L’Algérie poursuit l’adaptation de sa législation nationale à ses engagements internationaux en matière de prévention et de lutte contre le blanchiment d’argent et le financement du terrorisme.
Après l’adoption, au mois de juillet dernier, de la Loi n° 25-10 du 24 juillet 2025 modifiant et complétant la loi n° 05-01 du 6 février 2005 « relative à la prévention et à la lutte contre le blanchiment d’argent et le financement du terrorisme », le législateur a préparé plusieurs texte y afférent, relatifs à différents secteurs, qui vont dans le sens du renforcement de la prévention et de la lutte contre les phénomènes.
Le dernier en date est l’arrêté du 3 juillet 2025 « portant mise en place d’un règlement pour la prévention et la lutte contre le blanchiment d’argent, le financement du terrorisme et le financement de la prolifération des armes de destruction massive, à l’égard des marchands de pierres et métaux précieux », publié au JO n°57.

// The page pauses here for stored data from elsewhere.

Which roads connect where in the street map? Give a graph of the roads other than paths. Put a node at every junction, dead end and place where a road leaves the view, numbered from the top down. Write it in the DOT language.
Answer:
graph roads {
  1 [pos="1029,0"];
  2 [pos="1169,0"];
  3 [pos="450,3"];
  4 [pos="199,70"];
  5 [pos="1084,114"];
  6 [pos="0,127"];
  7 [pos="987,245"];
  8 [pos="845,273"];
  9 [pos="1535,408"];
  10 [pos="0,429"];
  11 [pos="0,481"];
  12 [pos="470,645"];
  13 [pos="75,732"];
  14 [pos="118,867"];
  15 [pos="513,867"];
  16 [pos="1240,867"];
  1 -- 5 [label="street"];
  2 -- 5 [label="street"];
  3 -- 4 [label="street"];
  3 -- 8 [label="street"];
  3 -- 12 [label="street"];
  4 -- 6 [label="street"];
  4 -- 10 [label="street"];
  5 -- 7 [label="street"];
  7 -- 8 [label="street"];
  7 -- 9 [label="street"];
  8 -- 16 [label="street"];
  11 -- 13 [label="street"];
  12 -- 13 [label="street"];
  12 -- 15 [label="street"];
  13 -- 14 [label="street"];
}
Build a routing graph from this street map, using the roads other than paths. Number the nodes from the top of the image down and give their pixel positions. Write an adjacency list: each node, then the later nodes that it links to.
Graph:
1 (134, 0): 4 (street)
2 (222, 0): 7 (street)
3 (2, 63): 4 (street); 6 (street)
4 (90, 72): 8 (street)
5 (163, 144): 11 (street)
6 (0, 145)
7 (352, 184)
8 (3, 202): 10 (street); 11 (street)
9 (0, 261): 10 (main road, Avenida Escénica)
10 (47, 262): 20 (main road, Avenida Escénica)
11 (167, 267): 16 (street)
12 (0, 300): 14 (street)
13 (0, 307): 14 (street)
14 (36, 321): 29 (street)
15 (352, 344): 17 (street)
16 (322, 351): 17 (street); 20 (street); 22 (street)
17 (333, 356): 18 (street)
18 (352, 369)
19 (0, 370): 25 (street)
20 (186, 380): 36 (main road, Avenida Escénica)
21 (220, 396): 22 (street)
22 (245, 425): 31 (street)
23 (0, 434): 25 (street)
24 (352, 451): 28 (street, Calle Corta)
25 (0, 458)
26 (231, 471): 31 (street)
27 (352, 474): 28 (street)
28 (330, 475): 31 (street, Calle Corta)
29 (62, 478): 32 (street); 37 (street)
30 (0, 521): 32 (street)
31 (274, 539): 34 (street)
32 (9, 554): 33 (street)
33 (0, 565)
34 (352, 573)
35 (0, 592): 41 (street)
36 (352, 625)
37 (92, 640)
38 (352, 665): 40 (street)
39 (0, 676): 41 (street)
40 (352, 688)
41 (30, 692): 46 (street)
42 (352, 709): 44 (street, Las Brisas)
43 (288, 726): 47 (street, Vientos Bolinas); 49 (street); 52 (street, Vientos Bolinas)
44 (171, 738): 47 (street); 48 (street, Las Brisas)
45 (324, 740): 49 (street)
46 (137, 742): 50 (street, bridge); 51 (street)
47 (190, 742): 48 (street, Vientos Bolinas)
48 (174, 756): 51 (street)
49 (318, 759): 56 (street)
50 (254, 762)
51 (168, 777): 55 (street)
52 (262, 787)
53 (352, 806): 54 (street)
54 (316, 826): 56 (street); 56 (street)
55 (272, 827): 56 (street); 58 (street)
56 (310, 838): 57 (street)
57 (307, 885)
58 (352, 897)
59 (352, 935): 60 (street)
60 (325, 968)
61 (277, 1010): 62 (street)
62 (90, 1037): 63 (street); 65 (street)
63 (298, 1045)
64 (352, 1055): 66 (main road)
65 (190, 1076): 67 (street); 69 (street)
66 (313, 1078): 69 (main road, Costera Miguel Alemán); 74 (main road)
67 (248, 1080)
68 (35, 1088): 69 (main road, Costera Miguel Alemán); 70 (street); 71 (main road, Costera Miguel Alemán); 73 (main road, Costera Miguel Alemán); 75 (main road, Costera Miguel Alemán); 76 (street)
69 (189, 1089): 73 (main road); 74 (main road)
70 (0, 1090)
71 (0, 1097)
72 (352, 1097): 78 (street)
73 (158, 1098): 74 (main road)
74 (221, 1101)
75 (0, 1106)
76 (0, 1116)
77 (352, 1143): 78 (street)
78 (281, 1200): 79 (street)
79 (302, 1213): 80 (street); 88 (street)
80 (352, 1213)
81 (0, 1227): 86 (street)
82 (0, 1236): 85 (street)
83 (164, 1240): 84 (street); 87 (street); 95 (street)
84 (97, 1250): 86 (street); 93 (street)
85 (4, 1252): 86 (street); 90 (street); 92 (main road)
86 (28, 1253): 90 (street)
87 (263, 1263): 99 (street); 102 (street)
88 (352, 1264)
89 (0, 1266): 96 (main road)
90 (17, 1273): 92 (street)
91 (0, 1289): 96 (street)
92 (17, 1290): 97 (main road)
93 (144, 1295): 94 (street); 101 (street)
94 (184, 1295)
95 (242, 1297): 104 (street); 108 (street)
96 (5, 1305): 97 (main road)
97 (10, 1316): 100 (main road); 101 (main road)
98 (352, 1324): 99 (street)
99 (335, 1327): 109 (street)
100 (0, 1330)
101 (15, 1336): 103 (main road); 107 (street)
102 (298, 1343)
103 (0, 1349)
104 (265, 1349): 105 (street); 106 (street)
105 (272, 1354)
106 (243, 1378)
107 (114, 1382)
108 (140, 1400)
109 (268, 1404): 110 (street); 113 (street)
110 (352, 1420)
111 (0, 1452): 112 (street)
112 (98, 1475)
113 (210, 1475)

Un règlement qui a pour objet de « définir les mesures de prévention et de lutte contre le blanchiment d’argent, le financement du terrorisme et le financement de la prolifération des armes de destruction massive, qui doivent être mises en place par les assujettis de la direction générale des impôts, en sa qualité d’autorité de supervision et de contrôle, en application des dispositions de l’article 10 bis 3 de la loi n° 05-01 du 6 février 2005, modifiée et complétée, relative à la prévention et à la lutte contre le blanchiment d’argent et le financement du terrorisme ».
Ainsi, « les assujettis doivent faire preuve de vigilance à l’égard de leurs clients ainsi que lors de la réalisation d’opérations commerciales, même à titre occasionnel, en adoptant l’approche fondée sur les risques, à l’effet d’évaluer les risques de blanchiment de capitaux et de financement du terrorisme liés à la nature et au volume de leurs activités, en mettant en place des mesures appropriées pour déterminer, prévenir et atténuer ces risques ».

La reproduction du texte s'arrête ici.